▸ Exercise instructions: Instruction for the entries below: return the part that opens with the line containing "thumb tip: (350, 334)" and closes with the line containing "thumb cmc: (326, 446)", exactly, and no pictures.

▸ Provided data:

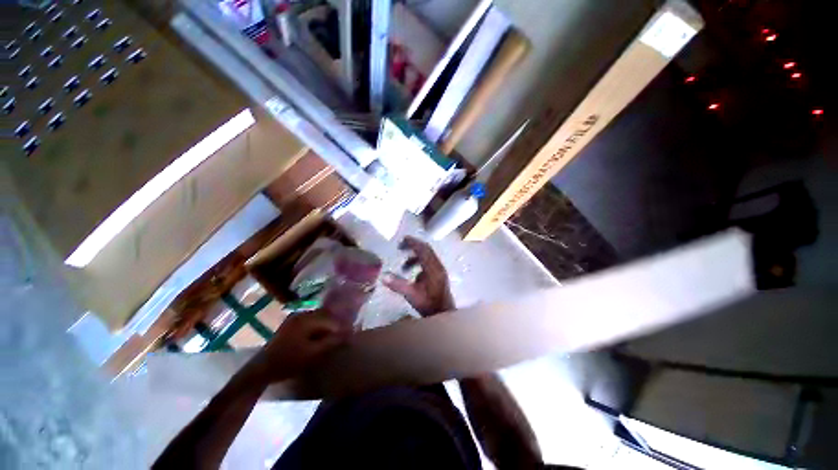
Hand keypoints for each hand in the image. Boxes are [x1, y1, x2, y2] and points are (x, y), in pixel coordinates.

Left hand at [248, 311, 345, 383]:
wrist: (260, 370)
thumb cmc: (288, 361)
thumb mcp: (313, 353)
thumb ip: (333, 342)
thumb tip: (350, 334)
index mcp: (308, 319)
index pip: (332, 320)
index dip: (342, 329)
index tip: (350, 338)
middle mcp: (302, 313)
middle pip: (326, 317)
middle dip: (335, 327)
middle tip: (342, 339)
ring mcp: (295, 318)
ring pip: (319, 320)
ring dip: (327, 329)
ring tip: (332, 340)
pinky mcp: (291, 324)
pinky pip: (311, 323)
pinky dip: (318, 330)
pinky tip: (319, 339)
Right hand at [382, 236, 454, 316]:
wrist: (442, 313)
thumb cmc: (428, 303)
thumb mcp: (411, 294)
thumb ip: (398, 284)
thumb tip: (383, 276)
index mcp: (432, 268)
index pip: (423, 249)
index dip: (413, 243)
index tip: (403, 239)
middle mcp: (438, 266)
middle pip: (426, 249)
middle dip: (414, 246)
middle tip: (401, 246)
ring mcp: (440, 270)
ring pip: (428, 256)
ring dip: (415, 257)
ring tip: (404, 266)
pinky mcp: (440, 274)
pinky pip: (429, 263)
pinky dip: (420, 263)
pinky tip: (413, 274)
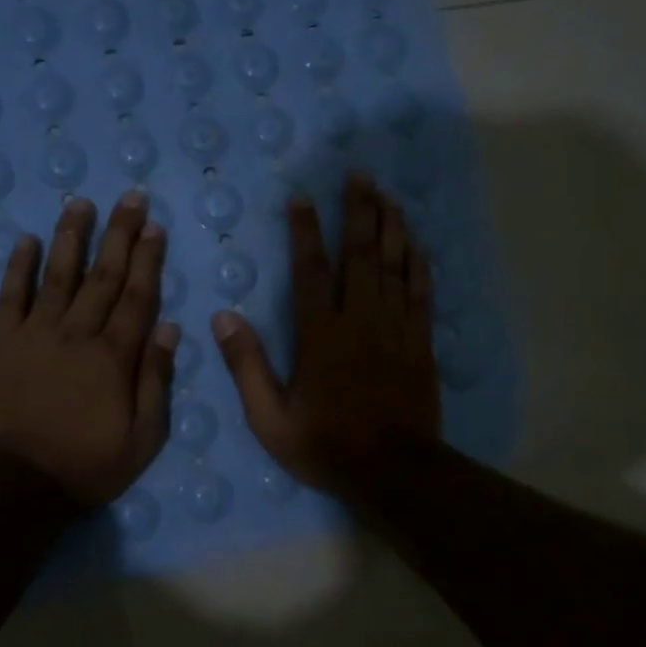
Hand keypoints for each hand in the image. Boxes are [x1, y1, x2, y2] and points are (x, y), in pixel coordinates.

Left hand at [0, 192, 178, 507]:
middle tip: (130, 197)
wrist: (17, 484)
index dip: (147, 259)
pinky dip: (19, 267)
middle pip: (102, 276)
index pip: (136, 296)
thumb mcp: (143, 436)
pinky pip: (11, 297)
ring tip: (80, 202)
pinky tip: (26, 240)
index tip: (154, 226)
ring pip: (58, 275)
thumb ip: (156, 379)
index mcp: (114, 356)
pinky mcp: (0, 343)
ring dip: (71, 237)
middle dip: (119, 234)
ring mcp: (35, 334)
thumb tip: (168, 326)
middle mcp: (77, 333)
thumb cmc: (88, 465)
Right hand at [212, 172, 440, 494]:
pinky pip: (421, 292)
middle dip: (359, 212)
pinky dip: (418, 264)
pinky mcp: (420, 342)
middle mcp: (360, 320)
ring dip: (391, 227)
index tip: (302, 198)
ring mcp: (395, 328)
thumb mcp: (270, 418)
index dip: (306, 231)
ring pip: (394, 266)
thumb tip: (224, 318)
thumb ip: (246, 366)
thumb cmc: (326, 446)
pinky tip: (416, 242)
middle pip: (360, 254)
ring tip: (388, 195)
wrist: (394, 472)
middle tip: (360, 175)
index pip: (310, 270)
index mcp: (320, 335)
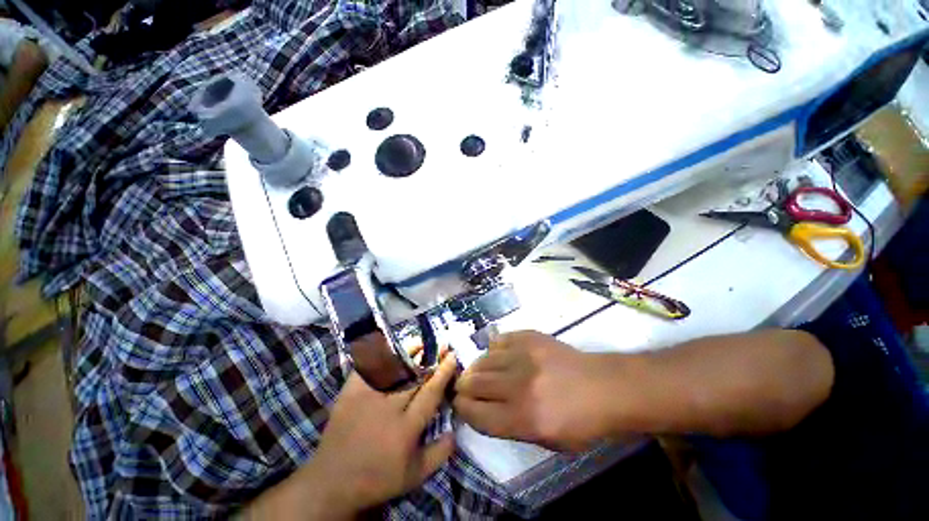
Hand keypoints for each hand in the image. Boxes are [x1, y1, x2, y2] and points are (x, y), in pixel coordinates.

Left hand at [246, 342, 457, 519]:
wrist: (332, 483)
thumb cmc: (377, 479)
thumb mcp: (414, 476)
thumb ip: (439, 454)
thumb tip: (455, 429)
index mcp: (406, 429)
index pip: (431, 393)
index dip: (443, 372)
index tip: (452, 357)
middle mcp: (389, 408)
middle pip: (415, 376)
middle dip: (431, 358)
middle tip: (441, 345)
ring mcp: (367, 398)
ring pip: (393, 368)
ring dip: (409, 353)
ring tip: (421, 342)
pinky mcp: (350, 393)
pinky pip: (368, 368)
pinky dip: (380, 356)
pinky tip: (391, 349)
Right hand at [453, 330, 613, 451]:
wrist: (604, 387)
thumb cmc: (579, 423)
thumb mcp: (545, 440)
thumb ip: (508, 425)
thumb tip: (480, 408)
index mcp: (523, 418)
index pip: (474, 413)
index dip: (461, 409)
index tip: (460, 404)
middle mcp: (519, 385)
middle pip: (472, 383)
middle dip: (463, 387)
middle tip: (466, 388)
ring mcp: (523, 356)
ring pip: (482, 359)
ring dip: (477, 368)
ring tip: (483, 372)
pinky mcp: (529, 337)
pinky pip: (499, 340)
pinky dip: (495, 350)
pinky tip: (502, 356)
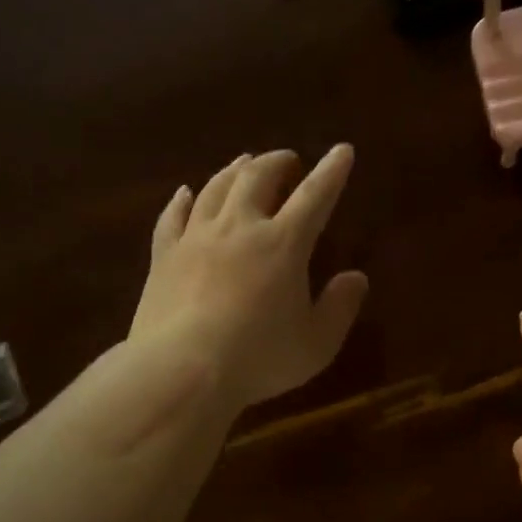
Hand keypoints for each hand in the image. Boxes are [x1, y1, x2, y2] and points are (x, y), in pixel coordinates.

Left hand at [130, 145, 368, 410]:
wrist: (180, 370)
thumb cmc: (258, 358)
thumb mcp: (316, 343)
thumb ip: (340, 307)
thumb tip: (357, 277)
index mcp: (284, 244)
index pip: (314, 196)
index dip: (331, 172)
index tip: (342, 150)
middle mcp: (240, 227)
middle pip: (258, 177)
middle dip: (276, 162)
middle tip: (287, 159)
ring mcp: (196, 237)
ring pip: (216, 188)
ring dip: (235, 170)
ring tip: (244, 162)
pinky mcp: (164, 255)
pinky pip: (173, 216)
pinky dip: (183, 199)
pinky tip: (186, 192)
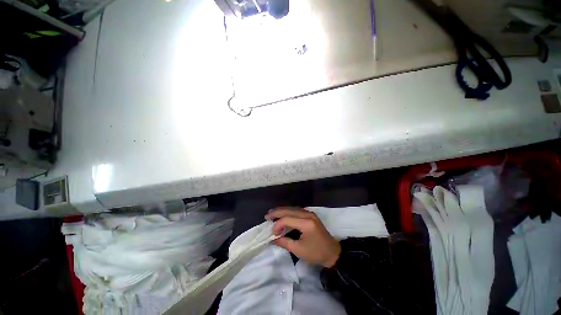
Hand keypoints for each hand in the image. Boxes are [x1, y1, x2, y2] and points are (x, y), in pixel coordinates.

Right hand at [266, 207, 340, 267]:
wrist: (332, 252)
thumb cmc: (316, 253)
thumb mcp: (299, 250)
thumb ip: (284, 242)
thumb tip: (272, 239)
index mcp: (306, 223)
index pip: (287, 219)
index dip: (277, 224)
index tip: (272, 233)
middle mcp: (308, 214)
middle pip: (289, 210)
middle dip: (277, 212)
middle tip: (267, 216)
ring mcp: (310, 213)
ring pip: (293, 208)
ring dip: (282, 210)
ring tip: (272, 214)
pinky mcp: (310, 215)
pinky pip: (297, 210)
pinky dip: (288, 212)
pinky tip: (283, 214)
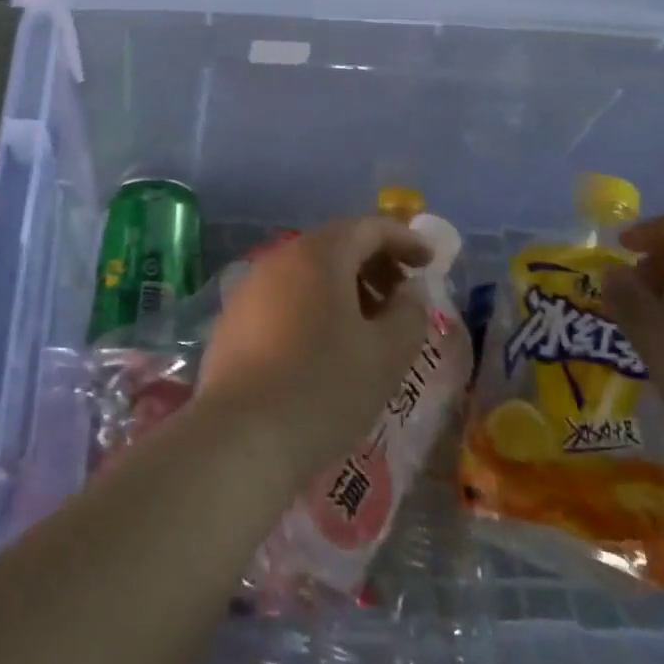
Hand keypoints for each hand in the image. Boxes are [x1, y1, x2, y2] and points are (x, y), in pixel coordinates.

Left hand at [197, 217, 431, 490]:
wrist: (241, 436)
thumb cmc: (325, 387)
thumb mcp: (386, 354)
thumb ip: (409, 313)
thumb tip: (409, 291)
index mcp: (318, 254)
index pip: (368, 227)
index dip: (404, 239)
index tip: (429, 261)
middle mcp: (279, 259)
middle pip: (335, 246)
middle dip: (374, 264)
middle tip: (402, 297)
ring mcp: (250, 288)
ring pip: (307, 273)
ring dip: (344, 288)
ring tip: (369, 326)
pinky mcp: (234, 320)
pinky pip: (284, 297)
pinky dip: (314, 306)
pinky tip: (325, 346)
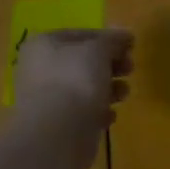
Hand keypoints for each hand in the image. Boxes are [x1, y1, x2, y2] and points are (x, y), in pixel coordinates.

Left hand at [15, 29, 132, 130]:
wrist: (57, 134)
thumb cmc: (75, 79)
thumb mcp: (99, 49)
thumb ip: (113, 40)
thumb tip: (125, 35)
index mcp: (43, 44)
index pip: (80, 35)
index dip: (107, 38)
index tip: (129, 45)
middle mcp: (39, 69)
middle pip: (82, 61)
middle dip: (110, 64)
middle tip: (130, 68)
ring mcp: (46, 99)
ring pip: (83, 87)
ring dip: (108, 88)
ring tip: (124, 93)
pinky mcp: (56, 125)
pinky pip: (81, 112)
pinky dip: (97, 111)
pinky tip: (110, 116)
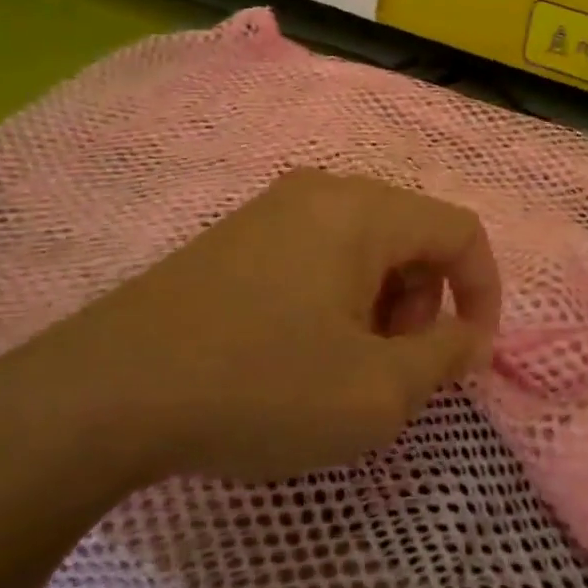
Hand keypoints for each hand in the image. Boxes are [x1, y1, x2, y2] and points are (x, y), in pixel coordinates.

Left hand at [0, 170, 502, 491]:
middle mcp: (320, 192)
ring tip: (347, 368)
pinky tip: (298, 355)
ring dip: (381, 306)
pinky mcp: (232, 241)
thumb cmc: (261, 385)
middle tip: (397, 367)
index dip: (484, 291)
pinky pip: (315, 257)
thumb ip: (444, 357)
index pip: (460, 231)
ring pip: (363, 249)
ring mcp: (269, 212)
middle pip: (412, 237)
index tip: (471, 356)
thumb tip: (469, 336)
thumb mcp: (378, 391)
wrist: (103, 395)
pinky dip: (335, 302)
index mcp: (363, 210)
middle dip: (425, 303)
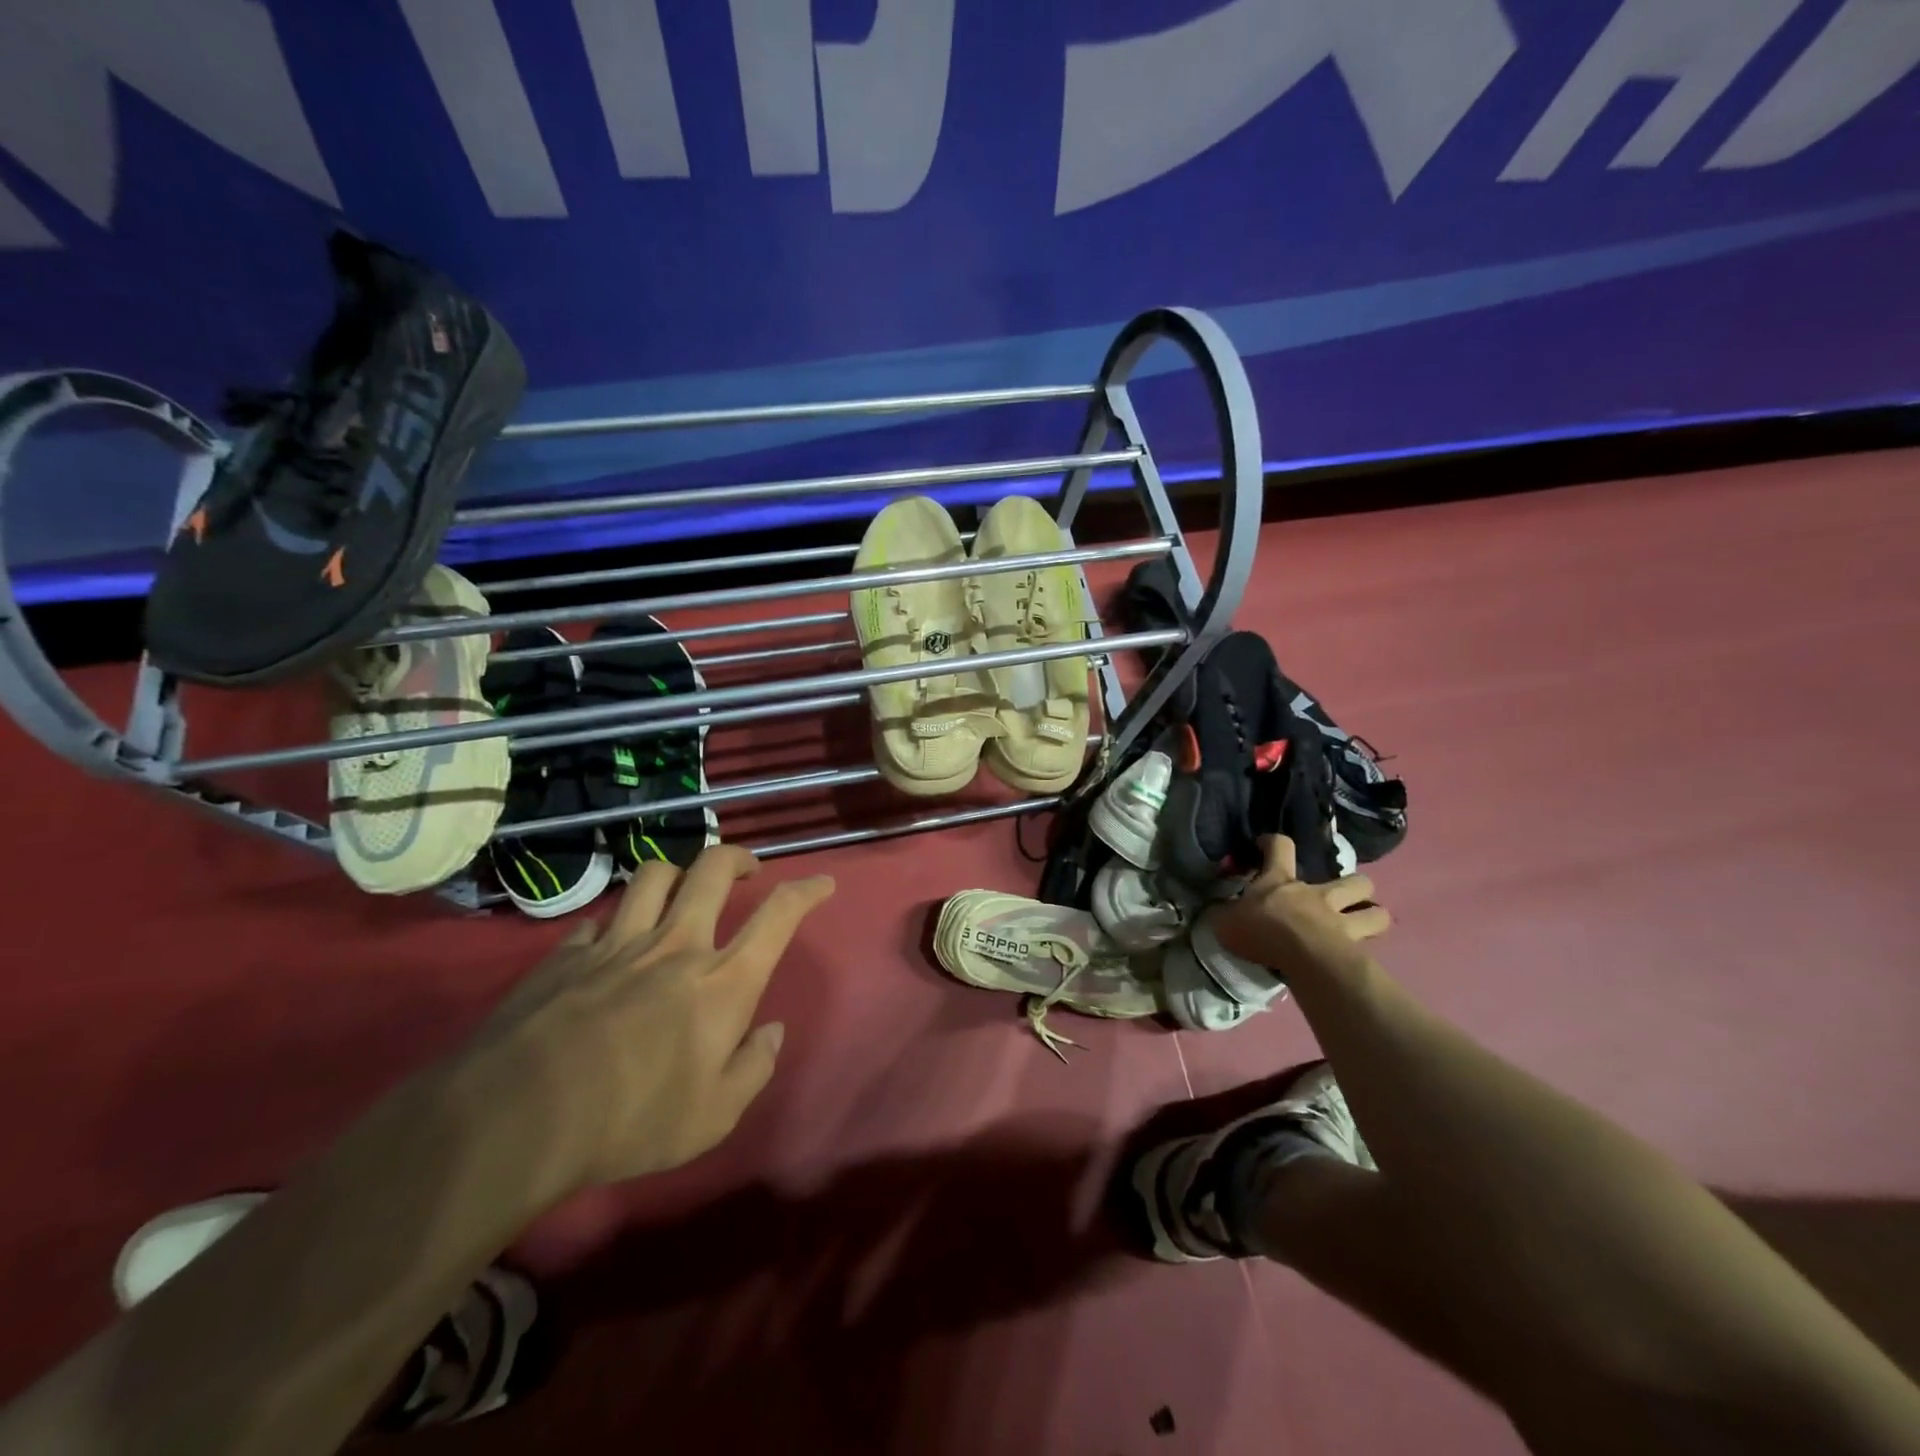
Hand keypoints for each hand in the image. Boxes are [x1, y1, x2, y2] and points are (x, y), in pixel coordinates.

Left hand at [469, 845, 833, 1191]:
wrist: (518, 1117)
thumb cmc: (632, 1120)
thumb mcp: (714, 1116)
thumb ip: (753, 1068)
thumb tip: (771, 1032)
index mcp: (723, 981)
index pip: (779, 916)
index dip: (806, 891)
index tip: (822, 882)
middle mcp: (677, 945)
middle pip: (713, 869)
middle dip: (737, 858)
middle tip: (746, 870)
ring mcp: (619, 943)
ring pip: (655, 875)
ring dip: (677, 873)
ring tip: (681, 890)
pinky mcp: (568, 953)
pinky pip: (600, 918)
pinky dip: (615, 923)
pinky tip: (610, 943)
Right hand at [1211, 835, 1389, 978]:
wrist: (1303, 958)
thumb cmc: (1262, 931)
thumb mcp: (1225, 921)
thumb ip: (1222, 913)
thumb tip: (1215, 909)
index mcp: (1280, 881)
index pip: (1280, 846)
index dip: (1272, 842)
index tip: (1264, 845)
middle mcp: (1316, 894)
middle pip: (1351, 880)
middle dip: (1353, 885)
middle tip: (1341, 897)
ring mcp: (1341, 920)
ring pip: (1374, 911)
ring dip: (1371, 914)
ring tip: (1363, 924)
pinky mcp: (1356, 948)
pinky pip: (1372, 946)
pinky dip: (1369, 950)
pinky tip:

▸ Written reply:
thumb tip: (350, 334)
index mcp: (308, 319)
index pip: (332, 320)
index dip: (342, 329)
index tip: (350, 338)
middle mcp: (302, 313)
middle pip: (326, 317)
middle dip: (335, 327)
middle tip: (342, 339)
ring mcp: (295, 318)
ring pip: (319, 320)
ring dip: (327, 329)
ring tip: (332, 340)
pinky mcp: (291, 324)
pinky pip: (311, 323)
pinky dip: (318, 330)
pinky tip: (319, 339)
Right hand at [382, 236, 454, 316]:
wrist: (442, 313)
thumb cmc: (428, 303)
thumb mcp: (411, 294)
thumb ip: (398, 284)
thumb tip: (383, 276)
index mcp: (432, 268)
index pip: (423, 249)
index dip: (413, 243)
index tip: (403, 239)
middle mcp: (438, 266)
middle pip: (426, 249)
middle dip: (414, 246)
middle tip: (401, 246)
ring mcp: (440, 270)
ring pip: (428, 256)
ring dip: (415, 257)
ring tip: (404, 266)
pinky mcp: (440, 274)
pinky pip: (429, 263)
pinky dip: (420, 263)
pinky tip: (413, 274)
Hand keypoints for each hand in the image. Boxes are [x1, y1, x2, y2] and points are (x, y), in pixel coordinates.

Left hand at [0, 192, 178, 507]:
middle tip: (130, 197)
wrist: (17, 484)
index dip: (147, 259)
pinky dip: (19, 267)
middle pip: (102, 276)
index pip: (136, 296)
thumb mcp: (143, 436)
pinky pip: (11, 297)
ring tip: (80, 202)
pinky tip: (26, 240)
index tip: (154, 226)
ring pip: (58, 275)
thumb ip: (156, 379)
index mcp: (114, 356)
pinky mcp: (0, 343)
ring dip: (71, 237)
middle dip: (119, 234)
ring mcp: (35, 334)
thumb tip: (168, 326)
middle mcp: (77, 333)
thumb cmc: (88, 465)
Right hand at [212, 172, 440, 494]:
pinky pip: (421, 292)
middle dip: (359, 212)
pinky dip: (418, 264)
pinky mcp: (420, 342)
middle mcp: (360, 320)
ring dip: (391, 227)
index tip: (302, 198)
ring mcp: (395, 328)
thumb mcp: (270, 418)
index dip: (306, 231)
ring pip: (394, 266)
thumb tip: (224, 318)
thumb ip: (246, 366)
thumb cmc: (326, 446)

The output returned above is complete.